The differences between angels and VCs are very simple. The former invest smaller amounts in earlier stages, make quick decisions and are more involved in day-to-day activities. They also tend to have broader investment horizons, as compared to VCs, who are more and more focusing on verticals. If you would like to learn more on what is VC and how the whole industry was formed, I suggest you to watch the movie Something Ventured.
Now, let’s talk money. How exactly are you expected to raise capital from VCs?

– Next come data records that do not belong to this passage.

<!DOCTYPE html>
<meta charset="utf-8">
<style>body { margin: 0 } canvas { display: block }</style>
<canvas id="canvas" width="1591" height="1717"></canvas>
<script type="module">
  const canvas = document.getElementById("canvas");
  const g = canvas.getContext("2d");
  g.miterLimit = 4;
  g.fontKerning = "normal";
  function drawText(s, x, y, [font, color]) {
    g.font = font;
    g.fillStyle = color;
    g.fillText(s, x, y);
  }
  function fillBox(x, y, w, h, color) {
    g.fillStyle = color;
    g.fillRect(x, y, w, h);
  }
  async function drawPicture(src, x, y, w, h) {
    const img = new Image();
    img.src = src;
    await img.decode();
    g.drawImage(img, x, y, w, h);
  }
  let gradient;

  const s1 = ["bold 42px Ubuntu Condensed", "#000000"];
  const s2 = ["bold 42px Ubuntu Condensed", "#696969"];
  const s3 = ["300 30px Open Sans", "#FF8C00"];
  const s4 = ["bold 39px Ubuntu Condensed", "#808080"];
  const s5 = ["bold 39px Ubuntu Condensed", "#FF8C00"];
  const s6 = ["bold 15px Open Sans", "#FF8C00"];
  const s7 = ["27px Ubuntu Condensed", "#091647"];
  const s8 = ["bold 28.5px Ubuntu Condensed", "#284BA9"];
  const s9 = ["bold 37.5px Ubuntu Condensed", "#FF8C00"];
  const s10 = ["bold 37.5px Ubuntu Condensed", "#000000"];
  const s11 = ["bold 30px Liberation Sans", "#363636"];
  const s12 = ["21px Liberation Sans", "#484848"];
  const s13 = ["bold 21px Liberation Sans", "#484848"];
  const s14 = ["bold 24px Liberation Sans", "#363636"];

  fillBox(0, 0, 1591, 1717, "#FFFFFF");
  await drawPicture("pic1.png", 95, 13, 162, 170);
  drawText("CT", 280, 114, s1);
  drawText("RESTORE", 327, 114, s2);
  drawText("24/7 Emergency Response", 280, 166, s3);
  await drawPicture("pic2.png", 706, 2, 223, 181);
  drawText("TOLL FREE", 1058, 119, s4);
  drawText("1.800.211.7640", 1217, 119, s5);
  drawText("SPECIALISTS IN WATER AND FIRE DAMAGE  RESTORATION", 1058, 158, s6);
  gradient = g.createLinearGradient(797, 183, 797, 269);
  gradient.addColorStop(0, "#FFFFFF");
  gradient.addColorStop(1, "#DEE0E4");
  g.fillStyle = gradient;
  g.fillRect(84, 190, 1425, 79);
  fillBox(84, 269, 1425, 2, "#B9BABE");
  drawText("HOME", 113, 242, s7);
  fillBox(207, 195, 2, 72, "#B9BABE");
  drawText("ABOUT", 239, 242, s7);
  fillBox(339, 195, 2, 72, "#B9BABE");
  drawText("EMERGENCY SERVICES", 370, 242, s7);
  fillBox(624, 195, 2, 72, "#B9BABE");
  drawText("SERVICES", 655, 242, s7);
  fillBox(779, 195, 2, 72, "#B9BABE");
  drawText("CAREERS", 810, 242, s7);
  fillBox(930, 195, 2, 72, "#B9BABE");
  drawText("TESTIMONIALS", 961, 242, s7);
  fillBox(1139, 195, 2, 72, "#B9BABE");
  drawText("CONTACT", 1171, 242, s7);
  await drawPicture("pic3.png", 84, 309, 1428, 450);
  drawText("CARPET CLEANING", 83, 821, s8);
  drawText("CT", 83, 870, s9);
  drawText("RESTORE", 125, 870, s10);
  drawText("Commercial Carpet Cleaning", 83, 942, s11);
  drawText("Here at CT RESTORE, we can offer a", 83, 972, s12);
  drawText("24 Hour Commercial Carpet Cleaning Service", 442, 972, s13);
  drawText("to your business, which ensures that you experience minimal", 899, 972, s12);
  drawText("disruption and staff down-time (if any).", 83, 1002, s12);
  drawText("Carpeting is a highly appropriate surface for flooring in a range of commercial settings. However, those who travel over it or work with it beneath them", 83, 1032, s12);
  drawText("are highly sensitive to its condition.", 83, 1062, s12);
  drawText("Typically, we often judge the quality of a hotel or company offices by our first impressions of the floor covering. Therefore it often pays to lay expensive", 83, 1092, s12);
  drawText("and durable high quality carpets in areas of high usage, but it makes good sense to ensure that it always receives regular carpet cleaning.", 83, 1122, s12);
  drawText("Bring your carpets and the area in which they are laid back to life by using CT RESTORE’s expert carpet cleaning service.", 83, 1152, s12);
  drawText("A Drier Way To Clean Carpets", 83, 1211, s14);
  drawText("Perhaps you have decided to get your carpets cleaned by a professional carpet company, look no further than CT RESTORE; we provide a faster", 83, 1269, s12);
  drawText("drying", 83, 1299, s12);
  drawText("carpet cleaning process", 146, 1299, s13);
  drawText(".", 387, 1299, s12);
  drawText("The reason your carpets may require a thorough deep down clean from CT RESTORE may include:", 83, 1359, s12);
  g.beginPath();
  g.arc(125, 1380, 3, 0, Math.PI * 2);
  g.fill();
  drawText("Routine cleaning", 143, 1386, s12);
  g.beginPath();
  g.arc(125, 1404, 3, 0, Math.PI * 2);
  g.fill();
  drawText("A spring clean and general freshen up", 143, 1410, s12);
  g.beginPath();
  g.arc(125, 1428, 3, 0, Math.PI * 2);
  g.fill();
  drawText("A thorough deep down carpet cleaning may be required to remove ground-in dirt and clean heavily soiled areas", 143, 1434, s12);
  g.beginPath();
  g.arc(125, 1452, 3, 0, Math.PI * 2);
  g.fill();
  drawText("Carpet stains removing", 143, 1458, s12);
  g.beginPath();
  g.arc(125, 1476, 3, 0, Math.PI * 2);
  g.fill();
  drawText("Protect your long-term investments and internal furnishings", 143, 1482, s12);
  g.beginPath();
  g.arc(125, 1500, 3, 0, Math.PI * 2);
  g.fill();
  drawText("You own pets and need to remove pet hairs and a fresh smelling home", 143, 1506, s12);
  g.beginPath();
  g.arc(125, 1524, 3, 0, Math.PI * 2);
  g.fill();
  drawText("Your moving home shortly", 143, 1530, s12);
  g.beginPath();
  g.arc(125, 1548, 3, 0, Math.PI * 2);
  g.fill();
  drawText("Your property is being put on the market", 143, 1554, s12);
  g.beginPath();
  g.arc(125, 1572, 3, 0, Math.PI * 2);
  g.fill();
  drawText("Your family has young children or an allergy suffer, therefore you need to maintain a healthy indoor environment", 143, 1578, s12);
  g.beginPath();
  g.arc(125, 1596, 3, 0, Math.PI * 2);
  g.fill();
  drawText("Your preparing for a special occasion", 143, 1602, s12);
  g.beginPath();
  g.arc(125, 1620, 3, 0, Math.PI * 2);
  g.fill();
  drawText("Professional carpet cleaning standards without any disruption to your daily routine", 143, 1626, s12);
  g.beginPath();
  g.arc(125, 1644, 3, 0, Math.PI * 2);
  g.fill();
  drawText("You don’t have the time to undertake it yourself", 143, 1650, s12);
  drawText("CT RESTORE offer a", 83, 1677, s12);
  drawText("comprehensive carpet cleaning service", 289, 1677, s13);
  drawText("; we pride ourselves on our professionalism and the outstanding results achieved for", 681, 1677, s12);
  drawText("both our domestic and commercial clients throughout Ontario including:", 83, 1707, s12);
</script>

As a starting point, bear in mind that VC money is expensive. It is not a must, and if you can borrow at a lower cost, think twice. Moreover, raising from VCs is the toughest. In the end, it is not their money. VC firms go out and seek funding from LPs (Limited Partners) who are wealthy individuals or institutions. These investors commit cash or equivalents for a time period of usually 10 years, in the end of which they expect a significant return. VCs charge a usually 2.5% management fee on the fund and receive a carried interest that is 20–30% of the profits. Here’s how it goes for the typical VC fund:

Once VCs invest in your company they will expect an exit strategy to take place after 3–5 years depending on your stage. So think twice. Explore other options and evaluate the need to give equity for smart cash.